Damascus: Rebels pressed an offensive in northern Syria on Saturday, attacking Aleppo airport and two airbases, as a rights watchdog and residents reported hundreds of people held in a string of sectarian kidnappings.
Regime troops fended off fierce rebel onslaughts around Aleppo international airport and the adjacent Nayrab military airbase, the Syrian Observatory for Human Rights said.
East of Aleppo, rebel attacks around the Kwiyres military airbase sparked counter-strikes from regime warplanes.
The insurgents launched the “Battle of the airports” on February 12, and have since seized Al-Jarrah military airport and a military complex tasked with securing Aleppo’s civilian airport.
Rebels on Saturday also overran a military police checkpoint in the Golan Heights town of Khan Arnabeh just beyond the outer ceasefire line along the demilitarised zone bordering Israel, the Observatory said.
Regime forces responded by shelling Khan Arnabeh and the nearby village of Jubata al-Khashab, inside the ceasefire zone, forcing a rebel retreat.
The Israeli military said it had taken five Syrians wounded in clashes on the Golan to a hospital inside the Jewish state.
An Israeli military spokeswoman said “soldiers provided medical care to five injured Syrians adjacent to the security fence” on the strategic plateau.
The Golan has been tense since the near two-year Syrian uprising morphed into a bloody insurgency, at times spilling over with mortar and gunfire into the Israeli-held zone but with serious escalation so far contained.
Northwestern Syria has meanwhile fallen into a security vacuum, illustrated by reports on Saturday that more than 300 people were abducted in tit-for-tat kidnappings in 48 hours, the Britain-based Observatory and residents said.
The spate of abductions, involving large numbers of women and children, began on Thursday when upwards of 40 civilians from majority-Shiite villages were kidnapped by armed groups in Idlib province.
Hours later, more than 70 people from Sunni areas were seized in retaliation by gunmen from nearby Shiite villages. Subsequently, dozens more people from mostly Sunni opposition towns were captured.
Most of the rebels fighting the Damascus regime are Sunni, while the ruling clan and many of its most fervent supporters are members of the minority Alawite sect, an offshoot of Shiite Islam.
Kidnappings driven by a hunger for ransom but often tinged with sectarianism have multiplied in Syria during the revolt that the United Nations says has killed more than 70,000 people.
On the diplomatic front, French Foreign Minister Jean-Yves Le Drian at a security forum in Abu Dhabi called for urgent action to bring about a power transfer that excludes Syria’s President Bashar al-Assad.
Le Drian said the change should be “a transition in which President Assad would no longer keep his place,” and accused Assad and his family “of clinging to power by multiplying the daily massacres and atrocities.”

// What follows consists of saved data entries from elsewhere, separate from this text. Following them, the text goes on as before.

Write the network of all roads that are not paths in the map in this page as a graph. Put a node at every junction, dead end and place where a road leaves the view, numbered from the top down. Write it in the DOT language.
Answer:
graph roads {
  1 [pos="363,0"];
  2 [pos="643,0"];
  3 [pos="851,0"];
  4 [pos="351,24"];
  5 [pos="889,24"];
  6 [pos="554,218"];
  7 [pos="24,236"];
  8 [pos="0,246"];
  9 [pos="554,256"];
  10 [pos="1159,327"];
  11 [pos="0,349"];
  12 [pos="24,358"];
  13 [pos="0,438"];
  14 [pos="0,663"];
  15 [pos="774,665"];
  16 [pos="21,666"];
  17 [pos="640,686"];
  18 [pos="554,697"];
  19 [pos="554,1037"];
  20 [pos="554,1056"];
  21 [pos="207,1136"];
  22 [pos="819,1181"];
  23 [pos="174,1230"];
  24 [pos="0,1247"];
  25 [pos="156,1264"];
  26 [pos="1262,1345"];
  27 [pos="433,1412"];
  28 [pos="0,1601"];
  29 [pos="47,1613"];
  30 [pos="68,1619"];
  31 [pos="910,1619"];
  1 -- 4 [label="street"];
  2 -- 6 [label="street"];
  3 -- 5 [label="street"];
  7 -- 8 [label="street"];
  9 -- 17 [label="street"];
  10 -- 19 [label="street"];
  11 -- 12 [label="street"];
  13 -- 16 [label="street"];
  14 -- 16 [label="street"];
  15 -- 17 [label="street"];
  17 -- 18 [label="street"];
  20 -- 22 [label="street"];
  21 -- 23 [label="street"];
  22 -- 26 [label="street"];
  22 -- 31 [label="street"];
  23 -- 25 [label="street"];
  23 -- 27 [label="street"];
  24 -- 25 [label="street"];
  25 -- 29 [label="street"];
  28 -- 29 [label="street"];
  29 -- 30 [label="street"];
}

His remarks came after the umbrella opposition National Council on Friday refused to accept Assad in any talks on ending the 23-month conflict, as part of a “framework” it has drawn up for a political solution.
The council singled out the regime’s most powerful backers, Russia and Iran, calling on the former to ensure there are “adequate safeguards” to make the peace process possible, together with the United States.
It also urged Iran to recognise that Tehran’s support for Assad “is pushing the region towards sectarian conflict.”
The leader of the Shiite militant group Hezbollah, meanwhile, said on Saturday that while Syria may be weakened by its bloody conflict and unable to fight against Israel, his organisation was capable of defending Lebanon.
“Those who think Syria is no longer a player and cannot help the resistance (Hezbollah)… and that the resistance is going through a period of weakness and confusion are mistaken,” key Damascus ally Hassan Nasrallah told a Beirut crowd.
“We have everything we need in Lebanon. We don’t need to transport (arms) from Syria or Iran.”